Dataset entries
↓↓↓

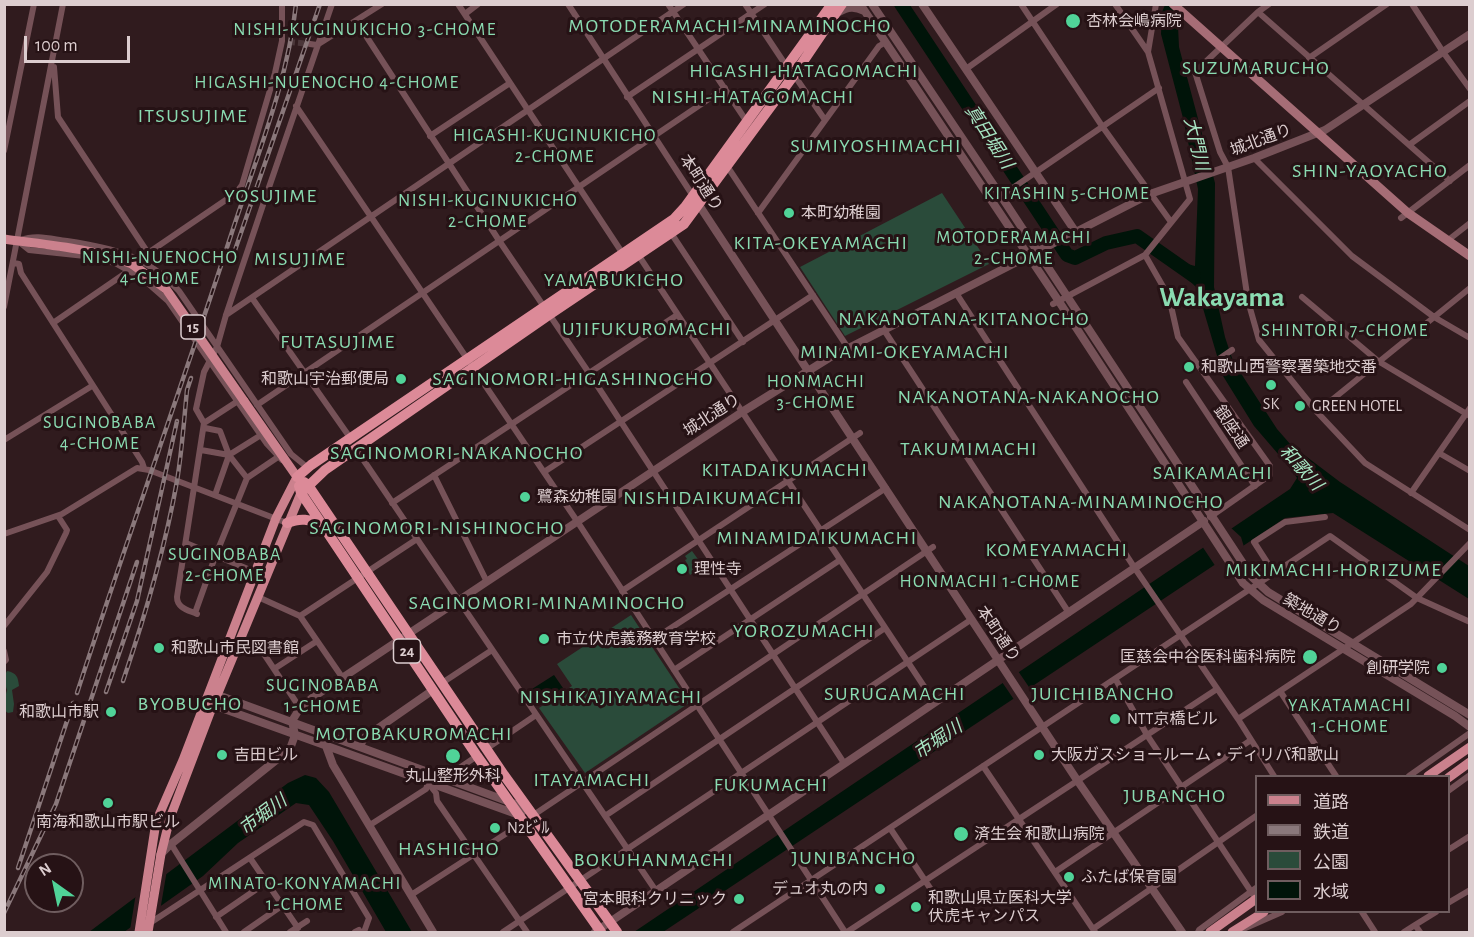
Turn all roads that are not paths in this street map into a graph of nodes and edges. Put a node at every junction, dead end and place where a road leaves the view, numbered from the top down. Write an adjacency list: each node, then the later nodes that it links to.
1 (34, 4): 61 (street)
2 (63, 4): 41 (street)
3 (282, 4): 85 (street)
4 (332, 4): 35 (street)
5 (458, 4): 28 (street)
6 (478, 4): 28 (street)
7 (568, 4): 42 (street, 本町通り)
8 (668, 4): 26 (street)
9 (684, 4): 26 (street)
10 (745, 4): 29 (street)
11 (765, 4): 29 (street)
12 (842, 4): 25 (highway)
13 (872, 4): 72 (street, 築地通り)
14 (922, 4): 43 (street)
15 (1021, 4): 31 (street)
16 (1057, 4): 31 (street)
17 (1115, 4): 38 (street)
18 (1156, 4): 38 (street)
19 (1173, 4): 36 (main road)
20 (1269, 4): 27 (street)
21 (1387, 4): 40 (street)
22 (1412, 4): 39 (street)
23 (379, 5): 30 (street)
24 (863, 8): 25 (street); 33 (street, 築地通り)
25 (833, 10): 44 (highway)
26 (673, 12): 37 (street); 42 (street)
27 (1258, 12): 36 (street); 40 (street)
28 (465, 14): 45 (street)
29 (751, 14): 37 (street); 44 (street)
30 (357, 22): 35 (street); 58 (street)
31 (1032, 22): 43 (street); 56 (street)
32 (1470, 34): 39 (street, 城北通り)
33 (886, 42): 54 (street); 89 (street, 築地通り)
34 (309, 44): 35 (street)
35 (317, 45): 52 (street)
36 (1221, 47): 57 (main road); 66 (street)
37 (699, 50): 46 (street); 49 (street)
38 (1148, 52): 47 (street)
39 (1443, 52): 48 (street); 51 (street, 城北通り)
40 (1309, 57): 51 (street)
41 (53, 58): 81 (street); 85 (street)
42 (604, 60): 49 (street, 本町通り); 53 (street)
43 (966, 69): 67 (street)
44 (790, 71): 54 (street); 55 (highway); 65 (highway)
45 (510, 82): 53 (street); 58 (street)
46 (725, 88): 55 (street); 59 (street)
47 (1159, 88): 56 (street); 68 (street)
48 (1470, 89)
49 (627, 97): 59 (street, 本町通り)
50 (1470, 101): 60 (street)
51 (1363, 105): 57 (street, 城北通り); 60 (street)
52 (296, 106): 76 (street); 104 (street)
53 (528, 111): 63 (street); 70 (street)
54 (825, 120): 74 (street)
55 (747, 122): 73 (highway)
56 (1102, 126): 67 (street); 71 (street)
57 (1318, 134): 62 (street, 城北通り); 75 (main road)
58 (430, 136): 63 (street)
59 (654, 137): 70 (street); 73 (street, 本町通り)
60 (1409, 145): 69 (street)
61 (4, 151)
62 (1254, 158): 66 (street, 城北通り); 106 (street)
63 (449, 165): 76 (street); 83 (street)
64 (1470, 165): 69 (street)
65 (727, 166): 73 (highway); 74 (street)
66 (1228, 167): 68 (street, 城北通り); 128 (street)
67 (1035, 172): 72 (street); 79 (street)
68 (1186, 181): 71 (street, 城北通り); 77 (street)
69 (1450, 181): 75 (street)
70 (579, 188): 83 (street); 87 (street)
71 (1150, 194): 77 (street); 79 (street, 城北通り)
72 (1001, 196): 84 (street, 築地通り)
73 (696, 200): 80 (highway); 87 (highway); 107 (street, 本町通り)
74 (758, 213): 97 (street)
75 (1404, 215): 82 (main road)
76 (372, 217): 95 (street); 100 (street)
77 (1171, 222): 86 (street)
78 (1470, 224): 82 (street)
79 (1076, 231): 84 (street, 城北通り)
80 (671, 233): 88 (highway); 111 (street)
81 (11, 240): 91 (street); 92 (street); 93 (main road, 15)
82 (1447, 241): 90 (main road)
83 (500, 242): 95 (street); 103 (street)
84 (1037, 251): 89 (street, 城北通り); 98 (street, 築地通り)
85 (148, 253): 91 (street)
86 (1148, 253): 98 (street); 120 (street)
87 (623, 254): 103 (highway)
88 (639, 256): 103 (highway); 105 (street)
89 (1028, 256): 96 (street, 城北通り); 101 (street, 築地通り)
90 (1470, 256)
91 (142, 261): 93 (street); 112 (street)
92 (14, 263): 102 (street); 108 (street)
93 (130, 267): 108 (street); 115 (street); 125 (main road, 15, bridge)
94 (1470, 288): 106 (street)
95 (423, 292): 117 (street); 122 (street)
96 (956, 293): 109 (street, 城北通り); 176 (street)
97 (813, 295): 107 (street); 113 (street)
98 (1067, 296): 101 (street); 159 (street, 築地通り)
99 (1302, 297): 116 (street)
100 (252, 298): 104 (street); 122 (street)
101 (1056, 302): 163 (street, 築地通り)
102 (4, 307)
103 (546, 311): 117 (highway); 121 (street)
104 (226, 315): 112 (street)
105 (677, 315): 118 (street); 121 (street)
106 (1434, 317): 110 (street); 116 (street)
107 (775, 320): 111 (street); 119 (street, 本町通り)
108 (53, 323): 124 (street)
109 (884, 330): 113 (street, 城北通り); 189 (street)
110 (1470, 338)
111 (743, 342): 118 (street)
112 (217, 347): 115 (street); 125 (street)
113 (848, 348): 119 (street, 城北通り)
114 (1232, 350): 120 (street)
115 (210, 361): 125 (street); 132 (street)
116 (1378, 361): 128 (street); 129 (street)
117 (471, 363): 131 (street); 136 (highway)
118 (710, 364): 127 (street); 130 (street)
119 (808, 369): 127 (street, 城北通り); 134 (street, 本町通り)
120 (1203, 370): 150 (street)
121 (589, 373): 130 (street); 131 (street)
122 (304, 374): 126 (street); 136 (street)
123 (1186, 382): 150 (street, 銀座通)
124 (92, 386): 135 (street); 141 (street)
125 (244, 398): 126 (street); 132 (street); 133 (street); 140 (main road, 15)
126 (257, 405): 142 (street)
127 (742, 411): 143 (street, 城北通り); 149 (street)
128 (1317, 412): 154 (street)
129 (1468, 413): 138 (street)
130 (620, 422): 143 (street); 145 (street)
131 (512, 424): 145 (street); 146 (street)
132 (204, 425): 137 (street); 139 (street)
133 (261, 435): 139 (street); 140 (street)
134 (856, 435): 149 (street); 152 (street, 本町通り)
135 (4, 440)
136 (353, 444): 142 (highway); 153 (highway); 156 (street)
137 (201, 450): 139 (street); 151 (street)
138 (1439, 453): 144 (street); 154 (street)
139 (229, 455): 148 (street); 155 (street)
140 (282, 459): 147 (main road, 15); 148 (street)
141 (144, 468): 151 (street); 158 (street)
142 (308, 468): 147 (highway)
143 (652, 471): 162 (street, 城北通り); 170 (street)
144 (1470, 471)
145 (544, 472): 162 (street)
146 (434, 475): 156 (street); 180 (street)
147 (297, 477): 153 (highway, 24); 161 (main road)
148 (247, 478): 157 (street)
149 (788, 482): 166 (street); 170 (street)
150 (1255, 486): 159 (street)
151 (195, 487): 155 (street); 171 (street)
152 (886, 488): 166 (street); 173 (street, 本町通り)
153 (304, 489): 164 (main road); 167 (highway, 24); 179 (highway, 24)
154 (1411, 493): 165 (street)
155 (215, 495): 157 (street)
156 (392, 503): 169 (street)
157 (236, 504): 161 (street); 174 (street)
158 (58, 516): 168 (street); 194 (street)
159 (1210, 516): 163 (street); 181 (street, 築地通り)
160 (1325, 517): 178 (street)
161 (276, 518): 164 (street); 177 (main road)
162 (577, 521): 180 (street, 城北通り); 184 (street)
163 (1202, 522): 176 (street); 183 (street, 築地通り)
164 (287, 523): 167 (highway, 24); 186 (main road)
165 (1470, 530)
166 (820, 531): 175 (street); 182 (street)
167 (328, 533): 179 (highway, 24)
168 (4, 534)
169 (417, 539): 179 (street); 188 (street)
170 (698, 542): 182 (street); 184 (street)
171 (186, 543): 174 (street); 174 (street)
172 (1470, 543): 187 (street)
173 (931, 550): 185 (street); 191 (street, 本町通り)
174 (215, 557): 177 (street)
175 (840, 560): 185 (street); 192 (street)
176 (1134, 567): 189 (street); 197 (street)
177 (255, 572): 217 (main road)
178 (1274, 573): 181 (street); 187 (street)
179 (362, 576): 190 (street); 196 (highway, 24); 198 (highway, 24)
180 (486, 580): 188 (street, 城北通り)
181 (1258, 584): 183 (street); 202 (street, 築地通り)
182 (730, 590): 192 (street); 199 (street)
183 (1250, 590): 197 (street); 202 (street, 築地通り)
184 (622, 591): 199 (street)
185 (863, 596): 195 (street); 205 (street)
186 (258, 597): 190 (street); 201 (main road)
187 (1417, 598): 193 (street); 202 (street)
188 (458, 599): 196 (street, 城北通り); 203 (street)
189 (1069, 613): 206 (street)
190 (300, 616): 200 (street)
191 (972, 619): 206 (street, 本町通り); 208 (street)
192 (750, 620): 205 (street); 210 (street)
193 (1470, 622)
194 (4, 626)
195 (885, 628): 208 (street); 214 (street)
196 (408, 632): 198 (street, 城北通り); 213 (highway, 24)
197 (1182, 636): 212 (street); 215 (street)
198 (398, 639): 211 (street, 城北通り); 213 (highway, 24)
199 (654, 639): 210 (street)
200 (317, 640): 209 (street); 211 (street)
201 (240, 644): 209 (street); 217 (main road)
202 (1348, 646): 216 (street); 223 (street, 築地通り); 228 (street, 築地通り)
203 (492, 650): 213 (street); 222 (street)
204 (4, 651): 207 (street)
205 (774, 656): 214 (street); 220 (street)
206 (998, 660): 218 (street); 227 (street, 本町通り)
207 (4, 662)
208 (907, 662): 218 (street); 226 (street)
209 (274, 669): 221 (street)
210 (674, 670): 220 (street)
211 (342, 677): 221 (street, 城北通り)
212 (1116, 680): 227 (street); 231 (street)
213 (438, 687): 235 (street); 237 (highway, 24)
214 (795, 689): 226 (street); 232 (street)
215 (1217, 689): 224 (street); 231 (street)
216 (1280, 691): 224 (street); 243 (street)
217 (213, 695): 219 (main road); 225 (street); 271 (main road)
218 (934, 703): 239 (street)
219 (213, 705): 230 (street); 265 (main road)
220 (698, 706): 232 (street); 250 (street)
221 (300, 708): 225 (street)
222 (536, 715): 237 (street); 250 (street)
223 (1470, 715)
224 (1238, 719): 233 (street)
225 (292, 722): 230 (street); 235 (street)
226 (818, 723): 239 (street); 241 (street)
227 (1043, 726): 240 (street); 249 (street)
228 (1470, 728)
229 (1470, 733): 244 (street)
230 (295, 735): 234 (street); 265 (street)
231 (1147, 735): 249 (street); 252 (street)
232 (720, 739): 241 (street); 257 (street)
233 (1251, 740): 242 (street); 252 (street)
234 (326, 746): 251 (street); 260 (street)
235 (360, 746): 248 (street)
236 (1470, 747): 245 (main road)
237 (482, 753): 248 (street); 254 (highway, 24); 255 (highway, 24)
238 (1470, 762): 246 (main road)
239 (844, 763): 256 (street)
240 (983, 766): 259 (street); 261 (street)
241 (742, 773): 256 (street); 267 (street)
242 (1273, 775)
243 (1335, 775)
244 (1412, 775)
245 (1431, 775)
246 (1450, 776)
247 (1470, 776): 253 (street)
248 (446, 777): 251 (street); 254 (street)
249 (1077, 780): 259 (street); 262 (street)
250 (583, 783): 255 (street); 257 (street)
251 (432, 785): 255 (street); 260 (street); 269 (street)
252 (1181, 786): 262 (street); 264 (street)
253 (1450, 790)
254 (508, 799): 255 (highway, 24)
255 (525, 815): 269 (street); 273 (highway, 24); 277 (highway, 24)
256 (768, 815): 274 (street); 280 (street)
257 (605, 816): 267 (street)
258 (1255, 817): 264 (street)
259 (1018, 820): 272 (street); 275 (street)
260 (370, 825): 282 (street)
261 (890, 828): 274 (street); 275 (street)
262 (1114, 832): 272 (street); 279 (street)
263 (1470, 836): 266 (street)
264 (1219, 843): 279 (street); 283 (street)
265 (167, 844): 268 (main road); 278 (street)
266 (1450, 848)
267 (628, 849): 273 (street); 280 (street)
268 (161, 854): 271 (street); 295 (main road)
269 (474, 855): 282 (street); 293 (street)
270 (250, 858): 276 (street); 278 (street); 304 (street)
271 (150, 864): 295 (main road)
272 (1055, 872): 298 (street)
273 (581, 881): 277 (street); 297 (highway, 24)
274 (811, 881): 308 (street); 309 (street)
275 (926, 881): 284 (street); 309 (street)
276 (267, 882): 286 (street); 291 (street)
277 (571, 888): 293 (street); 299 (highway, 24)
278 (198, 889): 291 (street); 295 (street)
279 (1152, 890): 298 (street); 310 (street)
280 (656, 891): 297 (street)
281 (1468, 893): 285 (street)
282 (411, 895): 305 (street)
283 (1255, 895): 311 (street); 312 (main road)
284 (936, 897)
285 (1450, 902)
286 (283, 905): 296 (street); 301 (street)
287 (1262, 913): 313 (main road)
288 (1280, 913): 313 (street)
289 (1363, 913): 314 (street)
290 (1427, 914): 294 (street)
291 (216, 917): 300 (street)
292 (307, 921): 296 (street)
293 (519, 922): 306 (street); 307 (street)
294 (1415, 925): 315 (street); 316 (street)
295 (146, 927)
296 (298, 927): 302 (street)
297 (614, 929): 299 (street)
298 (1094, 931)
299 (598, 932)
300 (226, 933)
301 (244, 933)
302 (290, 933)
303 (355, 933): 304 (street)
304 (362, 933)
305 (434, 933)
306 (503, 933)
307 (526, 933)
308 (733, 933)
309 (846, 933)
310 (1182, 933)
311 (1198, 933)
312 (1210, 933)
313 (1234, 933)
314 (1375, 933)
315 (1404, 933)
316 (1420, 933)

↑↑↑

Copy out, from the data above, each line where the string "本町通り" is present.

[Result of the exercise]
7 (568, 4): 42 (street, 本町通り)
42 (604, 60): 49 (street, 本町通り); 53 (street)
49 (627, 97): 59 (street, 本町通り)
59 (654, 137): 70 (street); 73 (street, 本町通り)
73 (696, 200): 80 (highway); 87 (highway); 107 (street, 本町通り)
107 (775, 320): 111 (street); 119 (street, 本町通り)
119 (808, 369): 127 (street, 城北通り); 134 (street, 本町通り)
134 (856, 435): 149 (street); 152 (street, 本町通り)
152 (886, 488): 166 (street); 173 (street, 本町通り)
173 (931, 550): 185 (street); 191 (street, 本町通り)
191 (972, 619): 206 (street, 本町通り); 208 (street)
206 (998, 660): 218 (street); 227 (street, 本町通り)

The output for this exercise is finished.